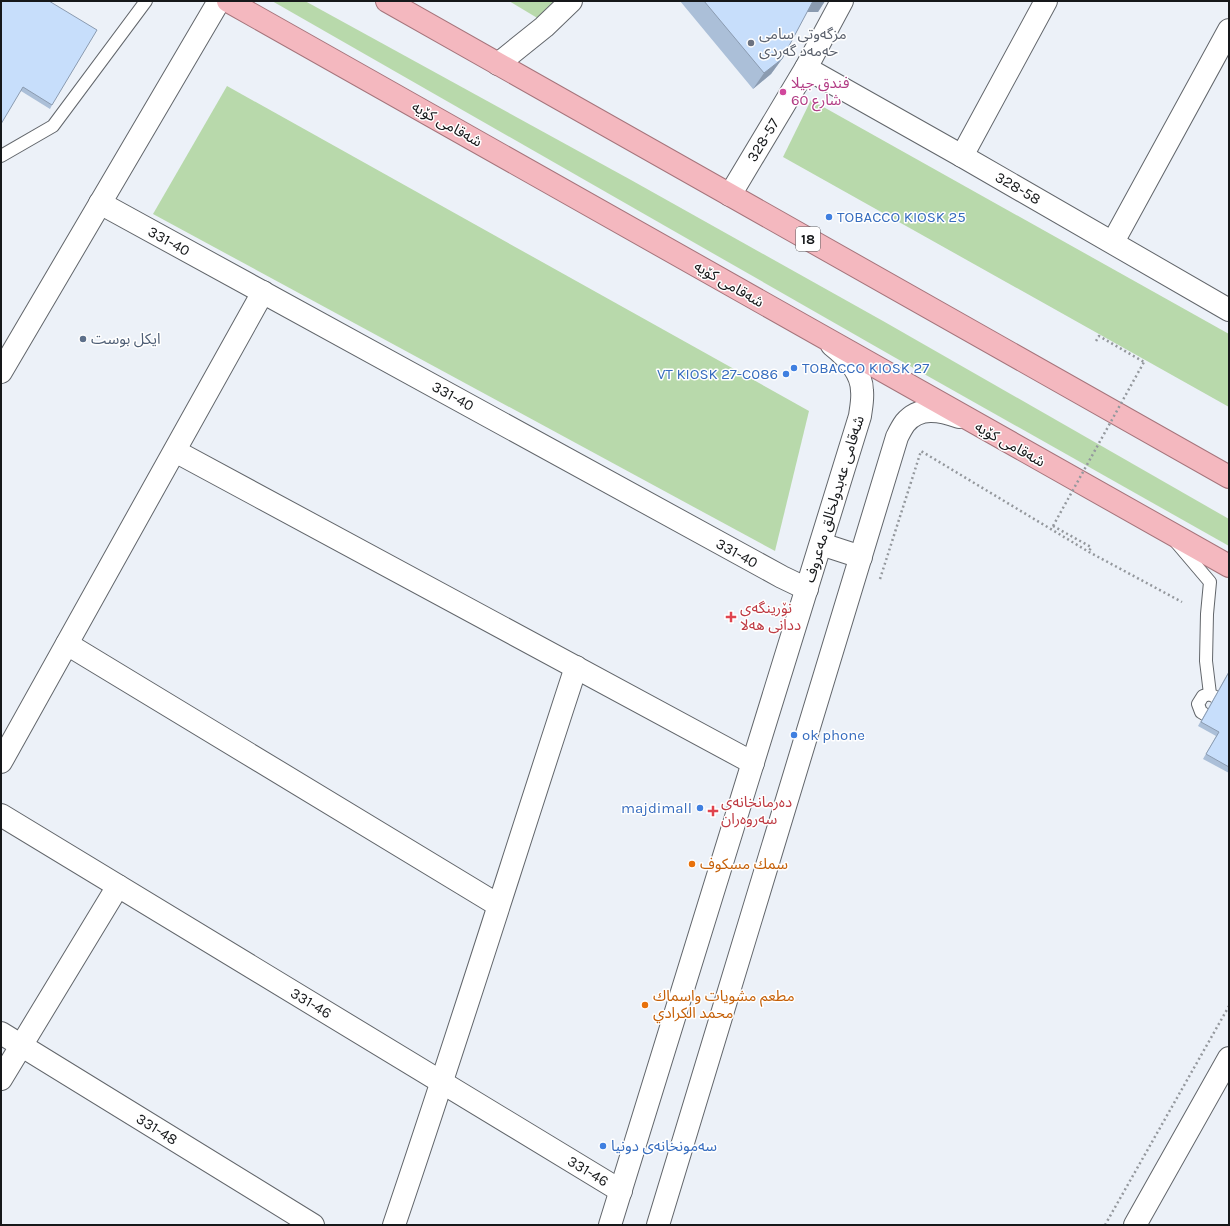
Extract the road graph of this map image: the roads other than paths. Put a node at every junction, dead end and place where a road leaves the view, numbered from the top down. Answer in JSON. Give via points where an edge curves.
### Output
{"nodes":[{"id":1,"x":146,"y":1,"type":"edge"},
{"id":2,"x":218,"y":1,"type":"edge"},
{"id":3,"x":228,"y":1,"type":"edge"},
{"id":4,"x":387,"y":1,"type":"edge"},
{"id":5,"x":571,"y":1,"type":"edge"},
{"id":6,"x":842,"y":1,"type":"edge"},
{"id":7,"x":1046,"y":1,"type":"edge"},
{"id":8,"x":1229,"y":30,"type":"edge"},
{"id":9,"x":498,"y":64,"type":"junction"},
{"id":10,"x":806,"y":68,"type":"junction"},
{"id":11,"x":1,"y":156,"type":"edge"},
{"id":12,"x":962,"y":156,"type":"junction"},
{"id":13,"x":730,"y":195,"type":"junction"},
{"id":14,"x":100,"y":203,"type":"junction"},
{"id":15,"x":1113,"y":242,"type":"junction"},
{"id":16,"x":263,"y":292,"type":"junction"},
{"id":17,"x":1229,"y":310,"type":"edge"},
{"id":18,"x":820,"y":336,"type":"junction"},
{"id":19,"x":1,"y":372,"type":"edge"},
{"id":20,"x":975,"y":424,"type":"junction"},
{"id":21,"x":175,"y":451,"type":"junction"},
{"id":22,"x":1229,"y":477,"type":"edge"},
{"id":23,"x":1166,"y":531,"type":"junction"},
{"id":24,"x":821,"y":544,"type":"junction"},
{"id":25,"x":861,"y":557,"type":"junction"},
{"id":26,"x":1229,"y":566,"type":"edge"},
{"id":27,"x":807,"y":589,"type":"junction"},
{"id":28,"x":67,"y":644,"type":"junction"},
{"id":29,"x":576,"y":667,"type":"junction"},
{"id":30,"x":1210,"y":694,"type":"junction"},
{"id":31,"x":1229,"y":705,"type":"edge"},
{"id":32,"x":1229,"y":729,"type":"edge"},
{"id":33,"x":1,"y":762,"type":"edge"},
{"id":34,"x":754,"y":763,"type":"junction"},
{"id":35,"x":1,"y":815,"type":"edge"},
{"id":36,"x":118,"y":886,"type":"junction"},
{"id":37,"x":498,"y":905,"type":"junction"},
{"id":38,"x":1,"y":1033,"type":"edge"},
{"id":39,"x":21,"y":1046,"type":"junction"},
{"id":40,"x":1229,"y":1058,"type":"edge"},
{"id":41,"x":1,"y":1079,"type":"edge"},
{"id":42,"x":442,"y":1083,"type":"junction"},
{"id":43,"x":621,"y":1191,"type":"junction"},
{"id":44,"x":313,"y":1225,"type":"edge"},
{"id":45,"x":394,"y":1225,"type":"edge"},
{"id":46,"x":610,"y":1225,"type":"edge"},
{"id":47,"x":658,"y":1225,"type":"edge"},
{"id":48,"x":1135,"y":1225,"type":"edge"}],
"edges":[{"from":1,"to":11,"type":"lane","via":[[53,126]]},
{"from":2,"to":14,"type":"street"},
{"from":3,"to":18,"type":"highway","name":"شەقامی کۆیە"},
{"from":4,"to":9,"type":"highway","number":"18"},
{"from":5,"to":9,"type":"street","via":[[544,27]]},
{"from":6,"to":10,"type":"street","name":"328-57"},
{"from":7,"to":12,"type":"street"},
{"from":8,"to":15,"type":"street"},
{"from":9,"to":13,"type":"highway","number":"18"},
{"from":10,"to":12,"type":"street","name":"328-58"},
{"from":10,"to":13,"type":"street","name":"328-57"},
{"from":12,"to":15,"type":"street","name":"328-58"},
{"from":13,"to":22,"type":"highway","number":"18"},
{"from":14,"to":16,"type":"street","name":"331-40"},
{"from":14,"to":19,"type":"street"},
{"from":15,"to":17,"type":"street","name":"328-58"},
{"from":16,"to":21,"type":"street"},
{"from":16,"to":27,"type":"street","name":"331-40"},
{"from":18,"to":20,"type":"highway","name":"شەقامی کۆیە"},
{"from":18,"to":24,"type":"street","name":"شەقامی عەبدولخالق مەعروف","via":[[843,354],[858,372],[862,389],[860,416]]},
{"from":20,"to":23,"type":"highway","name":"شەقامی کۆیە"},
{"from":20,"to":25,"type":"street","via":[[946,412],[928,410],[915,414],[905,424],[897,437]]},
{"from":21,"to":28,"type":"street"},
{"from":21,"to":29,"type":"street"},
{"from":23,"to":26,"type":"highway","name":"شەقامی کۆیە"},
{"from":23,"to":30,"type":"lane","via":[[1210,582],[1206,661]]},
{"from":24,"to":25,"type":"street"},
{"from":24,"to":27,"type":"street","name":"شەقامی عەبدولخالق مەعروف"},
{"from":25,"to":47,"type":"street"},
{"from":27,"to":34,"type":"street","name":"شەقامی عەبدولخالق مەعروف"},
{"from":28,"to":33,"type":"street"},
{"from":28,"to":37,"type":"street"},
{"from":29,"to":34,"type":"street"},
{"from":29,"to":37,"type":"street"},
{"from":30,"to":31,"type":"lane"},
{"from":30,"to":32,"type":"lane","via":[[1203,696],[1198,704],[1201,712]]},
{"from":34,"to":43,"type":"street","name":"شەقامی عەبدولخالق مەعروف"},
{"from":35,"to":36,"type":"street","name":"331-46"},
{"from":36,"to":39,"type":"street"},
{"from":36,"to":42,"type":"street","name":"331-46"},
{"from":37,"to":42,"type":"street"},
{"from":38,"to":39,"type":"street","name":"331-48"},
{"from":39,"to":41,"type":"street"},
{"from":39,"to":44,"type":"street","name":"331-48"},
{"from":40,"to":48,"type":"street"},
{"from":42,"to":43,"type":"street","name":"331-46"},
{"from":42,"to":45,"type":"street"},
{"from":43,"to":46,"type":"street","name":"شەقامی عەبدولخالق مەعروف"}]}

:::

Exercise brief: Everything but the pictures is needed: copy the data above exactly.

Finished task:
Extract the road graph of this map image: the roads other than paths. Put a node at every junction, dead end and place where a road leaves the view, numbered from the top down. Answer in JSON. Give via points where an edge curves.
### Output
{"nodes":[{"id":1,"x":146,"y":1,"type":"edge"},
{"id":2,"x":218,"y":1,"type":"edge"},
{"id":3,"x":228,"y":1,"type":"edge"},
{"id":4,"x":387,"y":1,"type":"edge"},
{"id":5,"x":571,"y":1,"type":"edge"},
{"id":6,"x":842,"y":1,"type":"edge"},
{"id":7,"x":1046,"y":1,"type":"edge"},
{"id":8,"x":1229,"y":30,"type":"edge"},
{"id":9,"x":498,"y":64,"type":"junction"},
{"id":10,"x":806,"y":68,"type":"junction"},
{"id":11,"x":1,"y":156,"type":"edge"},
{"id":12,"x":962,"y":156,"type":"junction"},
{"id":13,"x":730,"y":195,"type":"junction"},
{"id":14,"x":100,"y":203,"type":"junction"},
{"id":15,"x":1113,"y":242,"type":"junction"},
{"id":16,"x":263,"y":292,"type":"junction"},
{"id":17,"x":1229,"y":310,"type":"edge"},
{"id":18,"x":820,"y":336,"type":"junction"},
{"id":19,"x":1,"y":372,"type":"edge"},
{"id":20,"x":975,"y":424,"type":"junction"},
{"id":21,"x":175,"y":451,"type":"junction"},
{"id":22,"x":1229,"y":477,"type":"edge"},
{"id":23,"x":1166,"y":531,"type":"junction"},
{"id":24,"x":821,"y":544,"type":"junction"},
{"id":25,"x":861,"y":557,"type":"junction"},
{"id":26,"x":1229,"y":566,"type":"edge"},
{"id":27,"x":807,"y":589,"type":"junction"},
{"id":28,"x":67,"y":644,"type":"junction"},
{"id":29,"x":576,"y":667,"type":"junction"},
{"id":30,"x":1210,"y":694,"type":"junction"},
{"id":31,"x":1229,"y":705,"type":"edge"},
{"id":32,"x":1229,"y":729,"type":"edge"},
{"id":33,"x":1,"y":762,"type":"edge"},
{"id":34,"x":754,"y":763,"type":"junction"},
{"id":35,"x":1,"y":815,"type":"edge"},
{"id":36,"x":118,"y":886,"type":"junction"},
{"id":37,"x":498,"y":905,"type":"junction"},
{"id":38,"x":1,"y":1033,"type":"edge"},
{"id":39,"x":21,"y":1046,"type":"junction"},
{"id":40,"x":1229,"y":1058,"type":"edge"},
{"id":41,"x":1,"y":1079,"type":"edge"},
{"id":42,"x":442,"y":1083,"type":"junction"},
{"id":43,"x":621,"y":1191,"type":"junction"},
{"id":44,"x":313,"y":1225,"type":"edge"},
{"id":45,"x":394,"y":1225,"type":"edge"},
{"id":46,"x":610,"y":1225,"type":"edge"},
{"id":47,"x":658,"y":1225,"type":"edge"},
{"id":48,"x":1135,"y":1225,"type":"edge"}],
"edges":[{"from":1,"to":11,"type":"lane","via":[[53,126]]},
{"from":2,"to":14,"type":"street"},
{"from":3,"to":18,"type":"highway","name":"شەقامی کۆیە"},
{"from":4,"to":9,"type":"highway","number":"18"},
{"from":5,"to":9,"type":"street","via":[[544,27]]},
{"from":6,"to":10,"type":"street","name":"328-57"},
{"from":7,"to":12,"type":"street"},
{"from":8,"to":15,"type":"street"},
{"from":9,"to":13,"type":"highway","number":"18"},
{"from":10,"to":12,"type":"street","name":"328-58"},
{"from":10,"to":13,"type":"street","name":"328-57"},
{"from":12,"to":15,"type":"street","name":"328-58"},
{"from":13,"to":22,"type":"highway","number":"18"},
{"from":14,"to":16,"type":"street","name":"331-40"},
{"from":14,"to":19,"type":"street"},
{"from":15,"to":17,"type":"street","name":"328-58"},
{"from":16,"to":21,"type":"street"},
{"from":16,"to":27,"type":"street","name":"331-40"},
{"from":18,"to":20,"type":"highway","name":"شەقامی کۆیە"},
{"from":18,"to":24,"type":"street","name":"شەقامی عەبدولخالق مەعروف","via":[[843,354],[858,372],[862,389],[860,416]]},
{"from":20,"to":23,"type":"highway","name":"شەقامی کۆیە"},
{"from":20,"to":25,"type":"street","via":[[946,412],[928,410],[915,414],[905,424],[897,437]]},
{"from":21,"to":28,"type":"street"},
{"from":21,"to":29,"type":"street"},
{"from":23,"to":26,"type":"highway","name":"شەقامی کۆیە"},
{"from":23,"to":30,"type":"lane","via":[[1210,582],[1206,661]]},
{"from":24,"to":25,"type":"street"},
{"from":24,"to":27,"type":"street","name":"شەقامی عەبدولخالق مەعروف"},
{"from":25,"to":47,"type":"street"},
{"from":27,"to":34,"type":"street","name":"شەقامی عەبدولخالق مەعروف"},
{"from":28,"to":33,"type":"street"},
{"from":28,"to":37,"type":"street"},
{"from":29,"to":34,"type":"street"},
{"from":29,"to":37,"type":"street"},
{"from":30,"to":31,"type":"lane"},
{"from":30,"to":32,"type":"lane","via":[[1203,696],[1198,704],[1201,712]]},
{"from":34,"to":43,"type":"street","name":"شەقامی عەبدولخالق مەعروف"},
{"from":35,"to":36,"type":"street","name":"331-46"},
{"from":36,"to":39,"type":"street"},
{"from":36,"to":42,"type":"street","name":"331-46"},
{"from":37,"to":42,"type":"street"},
{"from":38,"to":39,"type":"street","name":"331-48"},
{"from":39,"to":41,"type":"street"},
{"from":39,"to":44,"type":"street","name":"331-48"},
{"from":40,"to":48,"type":"street"},
{"from":42,"to":43,"type":"street","name":"331-46"},
{"from":42,"to":45,"type":"street"},
{"from":43,"to":46,"type":"street","name":"شەقامی عەبدولخالق مەعروف"}]}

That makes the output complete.